In the car on the way home, August and Via fall asleep. August wakes up after dark to hear Mom and Dad whispering about sending him to school. Dad is angry and says that sending August to middle school is like sending a lamb to slaughter, but he stops when he notices that August is awake. August immediately begins crying that everyone will stare at him, and Mom assures him that they won't force him to go. She does say that the principal at Beecher Prep is excited to meet him, and he's seen pictures of August. August is hurt to discover that both Mom and Dad attended a meeting with the principal.
August's tears suggest that the bullying problem was one of the reasons he was homeschooled, even if nobody's been willing to voice it until now. The discovery that both Mom and Dad have been talking about August attending school suggests that this isn't an easy process for them either. It's clear that Dad has some mixed emotions about all of this, showing that adults don't simply stop feeling emotions just because they're supposed to be grown up and rational.
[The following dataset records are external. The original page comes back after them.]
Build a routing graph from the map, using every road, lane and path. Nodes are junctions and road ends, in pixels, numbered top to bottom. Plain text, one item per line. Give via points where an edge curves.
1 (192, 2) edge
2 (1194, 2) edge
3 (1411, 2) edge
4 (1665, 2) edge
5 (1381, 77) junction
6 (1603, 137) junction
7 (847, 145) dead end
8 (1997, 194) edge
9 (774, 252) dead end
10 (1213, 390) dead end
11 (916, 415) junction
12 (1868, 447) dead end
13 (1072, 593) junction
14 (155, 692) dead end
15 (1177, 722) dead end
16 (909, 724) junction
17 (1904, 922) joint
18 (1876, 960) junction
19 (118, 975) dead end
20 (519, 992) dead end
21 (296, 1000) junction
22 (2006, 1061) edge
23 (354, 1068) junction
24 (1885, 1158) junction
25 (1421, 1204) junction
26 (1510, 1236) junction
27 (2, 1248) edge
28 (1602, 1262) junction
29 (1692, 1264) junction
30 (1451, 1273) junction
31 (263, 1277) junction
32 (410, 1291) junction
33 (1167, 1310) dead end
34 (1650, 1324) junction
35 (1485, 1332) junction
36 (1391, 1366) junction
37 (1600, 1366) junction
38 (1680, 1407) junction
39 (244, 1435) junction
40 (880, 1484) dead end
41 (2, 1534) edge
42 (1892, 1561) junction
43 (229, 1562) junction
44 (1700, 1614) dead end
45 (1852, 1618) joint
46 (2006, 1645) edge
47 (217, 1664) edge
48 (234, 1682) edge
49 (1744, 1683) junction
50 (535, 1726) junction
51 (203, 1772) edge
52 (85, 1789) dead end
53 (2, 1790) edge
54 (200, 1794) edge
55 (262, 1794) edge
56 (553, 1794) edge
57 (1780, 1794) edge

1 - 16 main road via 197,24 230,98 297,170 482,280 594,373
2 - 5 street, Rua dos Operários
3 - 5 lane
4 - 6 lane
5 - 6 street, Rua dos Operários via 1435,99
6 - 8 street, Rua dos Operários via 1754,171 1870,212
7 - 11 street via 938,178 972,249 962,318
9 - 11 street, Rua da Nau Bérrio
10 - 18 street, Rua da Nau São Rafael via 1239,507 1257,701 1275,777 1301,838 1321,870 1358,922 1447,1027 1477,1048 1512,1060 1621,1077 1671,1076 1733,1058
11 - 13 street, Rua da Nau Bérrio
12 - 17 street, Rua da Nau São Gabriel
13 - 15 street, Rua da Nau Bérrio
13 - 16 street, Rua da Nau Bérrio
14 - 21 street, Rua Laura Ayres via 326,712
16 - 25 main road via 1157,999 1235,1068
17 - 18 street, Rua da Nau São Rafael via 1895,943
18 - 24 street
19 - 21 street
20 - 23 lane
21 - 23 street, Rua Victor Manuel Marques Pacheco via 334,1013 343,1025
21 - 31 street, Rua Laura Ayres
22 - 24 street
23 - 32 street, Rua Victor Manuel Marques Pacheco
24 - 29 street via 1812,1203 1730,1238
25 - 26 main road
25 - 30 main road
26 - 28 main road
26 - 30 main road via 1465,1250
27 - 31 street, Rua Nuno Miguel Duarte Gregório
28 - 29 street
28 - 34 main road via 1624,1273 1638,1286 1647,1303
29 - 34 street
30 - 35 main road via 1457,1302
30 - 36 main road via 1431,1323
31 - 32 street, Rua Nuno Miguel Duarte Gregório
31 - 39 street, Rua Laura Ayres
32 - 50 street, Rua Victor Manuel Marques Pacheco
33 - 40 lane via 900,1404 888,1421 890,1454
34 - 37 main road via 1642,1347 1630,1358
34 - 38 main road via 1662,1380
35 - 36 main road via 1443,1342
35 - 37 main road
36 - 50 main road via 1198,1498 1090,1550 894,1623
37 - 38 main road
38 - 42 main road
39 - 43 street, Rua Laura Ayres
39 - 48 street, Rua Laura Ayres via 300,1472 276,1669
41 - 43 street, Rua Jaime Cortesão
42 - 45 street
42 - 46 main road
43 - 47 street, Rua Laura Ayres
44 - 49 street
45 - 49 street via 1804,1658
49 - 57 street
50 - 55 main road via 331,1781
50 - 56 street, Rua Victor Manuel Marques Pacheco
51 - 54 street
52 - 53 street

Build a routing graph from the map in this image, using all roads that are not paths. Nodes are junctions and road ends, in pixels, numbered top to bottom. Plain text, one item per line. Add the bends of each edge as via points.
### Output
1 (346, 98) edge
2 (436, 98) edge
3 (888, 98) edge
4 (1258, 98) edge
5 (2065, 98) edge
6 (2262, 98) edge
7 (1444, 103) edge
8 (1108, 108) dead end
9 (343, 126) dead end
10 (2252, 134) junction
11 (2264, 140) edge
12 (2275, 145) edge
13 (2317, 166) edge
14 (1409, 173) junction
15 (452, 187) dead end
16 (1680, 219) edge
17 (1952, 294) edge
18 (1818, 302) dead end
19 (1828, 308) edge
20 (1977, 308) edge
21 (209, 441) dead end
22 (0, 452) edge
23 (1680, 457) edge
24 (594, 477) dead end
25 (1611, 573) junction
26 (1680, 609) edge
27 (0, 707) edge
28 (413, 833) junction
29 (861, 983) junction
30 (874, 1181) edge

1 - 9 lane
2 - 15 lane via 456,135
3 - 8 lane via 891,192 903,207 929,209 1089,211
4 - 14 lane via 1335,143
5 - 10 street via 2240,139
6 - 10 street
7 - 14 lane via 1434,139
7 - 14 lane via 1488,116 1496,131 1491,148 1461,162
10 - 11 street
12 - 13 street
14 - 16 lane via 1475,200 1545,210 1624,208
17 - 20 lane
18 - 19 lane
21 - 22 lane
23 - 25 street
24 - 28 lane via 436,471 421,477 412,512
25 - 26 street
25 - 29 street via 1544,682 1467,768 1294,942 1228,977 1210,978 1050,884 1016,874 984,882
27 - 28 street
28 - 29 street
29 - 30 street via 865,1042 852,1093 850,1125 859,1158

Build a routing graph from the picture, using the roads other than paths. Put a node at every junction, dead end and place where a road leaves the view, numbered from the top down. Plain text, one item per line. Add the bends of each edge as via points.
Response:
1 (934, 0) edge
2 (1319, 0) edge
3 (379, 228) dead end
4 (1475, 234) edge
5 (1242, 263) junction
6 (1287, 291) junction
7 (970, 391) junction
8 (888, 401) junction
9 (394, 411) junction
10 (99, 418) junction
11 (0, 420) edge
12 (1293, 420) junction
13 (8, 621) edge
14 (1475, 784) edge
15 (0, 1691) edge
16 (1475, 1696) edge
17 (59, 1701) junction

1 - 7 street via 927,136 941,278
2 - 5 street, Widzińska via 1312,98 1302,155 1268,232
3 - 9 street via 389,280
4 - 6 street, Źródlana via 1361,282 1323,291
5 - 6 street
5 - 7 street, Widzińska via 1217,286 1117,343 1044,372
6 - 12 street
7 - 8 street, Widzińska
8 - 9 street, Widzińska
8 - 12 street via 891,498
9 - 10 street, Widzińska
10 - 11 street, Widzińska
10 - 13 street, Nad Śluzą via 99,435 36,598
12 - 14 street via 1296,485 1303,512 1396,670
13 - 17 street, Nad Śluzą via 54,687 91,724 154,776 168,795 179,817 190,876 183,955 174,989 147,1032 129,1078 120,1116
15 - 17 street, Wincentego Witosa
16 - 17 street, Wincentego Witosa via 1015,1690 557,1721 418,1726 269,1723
Mom explains that she and Dad met the principal last year, and August is even more hurt that his parents have been talking about sending him to school for a whole year without his knowledge. He learns that the lady who came to give him the "IQ test" a while ago actually administered an admissions test, and he refuses to accept Mom's apology for lying about it. Dad explains that he and Mom love their son and want to protect him, but they sometimes differ on how to best do that. Mom insists that going to school this year, for fifth grade, will be best because everyone else is also just starting middle school. She talks about how nice the science lab is, but August won't have it.
Though August doesn't seem to recognize it, Mom's admission that she did something wrong and her apology for lying is a way for her to treat August more like an autonomous adult. Even though August rejects this treatment, it seems that his parents are willing to give him opportunities to behave in more grown-up ways. This shows in turn that parents have a responsibility to push their kids towards making these more adult choices.
Mom asks if August will at least meet Mr. Tushman, the principal, and August is aghast at Mr. Tushman's name. Dad jokes about Mr. Tushman's name and explains that in college, he and Mom had a professor named Miss Butt. August laughs, even though he doesn't want to find any of this funny. Via wakes up and groggily asks who Mr. Tushman is, and August explains that he's the principal of his new school.
Dad and August's joking about Mr. Tushman and Miss Butt's names isn't exactly kind, but joking and teasing like this is a way to build community through making fun of others. Though the novel positions this moment as being relatively benign, this is August's first introduction to an idea that will later be used to exclude him.